Galerie (avec Walt Whitman, Feuilles d’Herbes

Chargé de la surveillance dans le grand hall du palais de justice, chaque jour, chaque jour et encore depuis la nuit des temps, ils sont là ; les visages pâles de ceux que la peur paralyse ;  les visages rouges ou violacés de ceux qui ont souffert de l’errance et du froid de la rue ; les visages émaciés, grêlés ; les visages dissimulés pour passer incognito ; les visages blasés des habitués ; les visages faussement décontractés dont le cœur est prêt à lâcher ; les visages luisants de sueur parce que la peur au ventre ; les visages qui scrutent ; les visages des honteux qui baissent les yeux ; les visages de colère, de vengeance, de rancœur ; le reflet sociétal dans quelques mètres carrés, des hommes et des femmes qui, a un moment ont franchi leurs limites, des limites.

Je te reconnaîtrais parmi cent mille visages (avec Emmanuel Levinas) 
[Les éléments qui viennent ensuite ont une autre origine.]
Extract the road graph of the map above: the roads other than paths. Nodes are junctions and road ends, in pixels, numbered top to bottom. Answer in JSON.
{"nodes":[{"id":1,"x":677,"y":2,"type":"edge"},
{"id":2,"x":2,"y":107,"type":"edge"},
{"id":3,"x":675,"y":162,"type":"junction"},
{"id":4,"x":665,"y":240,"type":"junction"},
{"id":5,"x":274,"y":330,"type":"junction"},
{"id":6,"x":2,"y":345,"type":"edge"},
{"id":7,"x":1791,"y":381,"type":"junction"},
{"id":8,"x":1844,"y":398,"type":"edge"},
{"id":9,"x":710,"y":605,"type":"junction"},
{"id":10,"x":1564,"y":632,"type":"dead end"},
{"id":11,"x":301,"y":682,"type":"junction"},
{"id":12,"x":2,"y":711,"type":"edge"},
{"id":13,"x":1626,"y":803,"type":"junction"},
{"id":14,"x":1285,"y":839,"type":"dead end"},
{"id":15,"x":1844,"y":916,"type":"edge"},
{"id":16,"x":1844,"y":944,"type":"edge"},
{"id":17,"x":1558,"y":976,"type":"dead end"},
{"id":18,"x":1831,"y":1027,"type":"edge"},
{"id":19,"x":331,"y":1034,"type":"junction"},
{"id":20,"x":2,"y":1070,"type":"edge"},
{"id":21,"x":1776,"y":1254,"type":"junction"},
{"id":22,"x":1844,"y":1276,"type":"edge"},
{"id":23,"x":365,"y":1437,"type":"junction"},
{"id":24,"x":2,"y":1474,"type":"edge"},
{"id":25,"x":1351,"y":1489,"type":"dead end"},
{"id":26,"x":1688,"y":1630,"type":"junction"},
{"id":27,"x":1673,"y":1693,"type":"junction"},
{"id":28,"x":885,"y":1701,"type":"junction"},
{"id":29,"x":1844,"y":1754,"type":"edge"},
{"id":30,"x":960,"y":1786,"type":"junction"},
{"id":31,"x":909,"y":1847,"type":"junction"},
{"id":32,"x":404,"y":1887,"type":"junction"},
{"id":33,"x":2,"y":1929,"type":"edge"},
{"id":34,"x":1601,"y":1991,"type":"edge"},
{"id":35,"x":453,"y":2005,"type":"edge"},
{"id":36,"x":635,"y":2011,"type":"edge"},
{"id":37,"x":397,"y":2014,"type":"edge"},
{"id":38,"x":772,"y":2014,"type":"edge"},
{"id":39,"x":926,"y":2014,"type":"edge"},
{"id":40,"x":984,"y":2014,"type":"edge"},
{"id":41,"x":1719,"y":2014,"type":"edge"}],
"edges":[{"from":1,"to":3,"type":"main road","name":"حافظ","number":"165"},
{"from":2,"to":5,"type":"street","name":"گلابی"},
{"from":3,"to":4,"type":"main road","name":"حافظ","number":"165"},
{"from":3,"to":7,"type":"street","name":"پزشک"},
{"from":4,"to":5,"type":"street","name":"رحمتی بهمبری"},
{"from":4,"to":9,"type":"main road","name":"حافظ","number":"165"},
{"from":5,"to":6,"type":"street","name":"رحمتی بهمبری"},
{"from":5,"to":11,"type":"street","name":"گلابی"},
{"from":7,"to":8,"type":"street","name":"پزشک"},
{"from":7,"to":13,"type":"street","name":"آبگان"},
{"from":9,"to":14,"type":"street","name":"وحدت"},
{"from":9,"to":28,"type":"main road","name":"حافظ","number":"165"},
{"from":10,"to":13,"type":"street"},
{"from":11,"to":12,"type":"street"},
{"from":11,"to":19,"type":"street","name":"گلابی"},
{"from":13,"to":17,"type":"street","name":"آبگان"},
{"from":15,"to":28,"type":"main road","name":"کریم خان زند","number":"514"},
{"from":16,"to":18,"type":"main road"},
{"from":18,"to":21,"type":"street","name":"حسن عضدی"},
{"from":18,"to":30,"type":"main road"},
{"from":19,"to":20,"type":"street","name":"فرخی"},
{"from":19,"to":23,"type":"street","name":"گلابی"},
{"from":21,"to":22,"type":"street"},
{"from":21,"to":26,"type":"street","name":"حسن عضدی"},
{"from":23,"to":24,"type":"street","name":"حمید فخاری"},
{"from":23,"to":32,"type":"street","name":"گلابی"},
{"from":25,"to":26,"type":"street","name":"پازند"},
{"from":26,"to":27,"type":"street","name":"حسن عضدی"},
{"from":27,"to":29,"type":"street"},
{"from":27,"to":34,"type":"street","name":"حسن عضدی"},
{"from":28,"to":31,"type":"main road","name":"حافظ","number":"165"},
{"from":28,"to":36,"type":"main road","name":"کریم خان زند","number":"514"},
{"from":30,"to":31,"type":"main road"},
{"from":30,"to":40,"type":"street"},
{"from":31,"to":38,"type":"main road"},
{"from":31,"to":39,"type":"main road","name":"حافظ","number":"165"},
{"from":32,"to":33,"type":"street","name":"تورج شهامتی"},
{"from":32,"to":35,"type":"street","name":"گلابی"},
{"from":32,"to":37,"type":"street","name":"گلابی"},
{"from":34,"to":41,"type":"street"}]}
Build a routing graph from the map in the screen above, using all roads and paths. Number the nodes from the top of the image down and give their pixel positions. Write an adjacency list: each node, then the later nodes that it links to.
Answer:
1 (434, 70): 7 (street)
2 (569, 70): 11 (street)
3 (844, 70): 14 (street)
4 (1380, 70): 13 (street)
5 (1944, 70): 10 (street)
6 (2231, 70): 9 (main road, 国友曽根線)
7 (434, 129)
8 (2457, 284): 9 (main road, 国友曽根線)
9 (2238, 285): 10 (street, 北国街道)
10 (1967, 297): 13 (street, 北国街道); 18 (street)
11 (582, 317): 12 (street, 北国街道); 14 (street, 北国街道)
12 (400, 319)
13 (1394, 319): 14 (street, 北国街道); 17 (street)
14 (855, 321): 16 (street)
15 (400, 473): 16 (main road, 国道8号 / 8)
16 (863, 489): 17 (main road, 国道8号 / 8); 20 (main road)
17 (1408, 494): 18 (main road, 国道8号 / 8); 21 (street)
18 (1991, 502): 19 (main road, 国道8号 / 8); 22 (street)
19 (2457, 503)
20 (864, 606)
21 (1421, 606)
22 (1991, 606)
Je peux dire que jusqu’à mes dix ans je n’ai vu que toi, tu étais l’unique homme qui partageait ma vie, du matin au soir tu m’apparaissais lisse, lisse en toutes circonstances, tu n’effaçais jamais le rictus qui faisait froncer tes sourcils séparés par trois rides profondes, marquées jusqu’à la mort, je me disais que tu étais né avec, quand je dis lisse, il ne faut pas se méprendre, je veux dire par là que ce qui m’agaçait en te regardant c’est que tout était réglé avec des habitudes inébranlables,  dans tes gestes, le port de tête, ton regard froid, certainement à cause de la couleur de tes yeux, de l’autorité que tu incarnais, ta bouche ne s’ouvrait que pour jeter des froids, tes lèvres que je n’ai jamais vues tant elles étaient inexistantes, je ne les ai jamais senties sur mes joues, par contre, ce sont tes phalanges que je redoutais,  pour des revers, tu avais de trop grandes mains… les quelques rares fois où j’ai caressé tes mains, c’était pour suivre avec mes petits doigts tes veines gonflées et bleues que je faisais rouler, que je suivais avec précision comme de petits chemins, je les comparais avec celles de l’autre main, le claquement de ta langue sur ton palais signifiait que mon jeu devait cesser, j’avais tout saisi, j’aurais aimer jouer à la coiffeuse avec toi, coiffer tes cheveux fins peu épais, changer ta coiffure, mais non, impossible, je le redis tu étais lisse, résolument réfractaire à tout changement, ta barbe tu l’effaçais trois fois pas semaine, pas plus pas moins, je le sais parce que de ma chambre j’entendais le bruit du rasoir électrique, tu baissais la tête seulement pour lire le journal, une main sur la tempe gauche, la main droite tournant les pages, tes paupières cachaient tes yeux, le silence, toujours le silence, pas de commentaires. La peau lisse de ton visage je ne l’ai caressée que bien trop tard, mais c’était trop tard.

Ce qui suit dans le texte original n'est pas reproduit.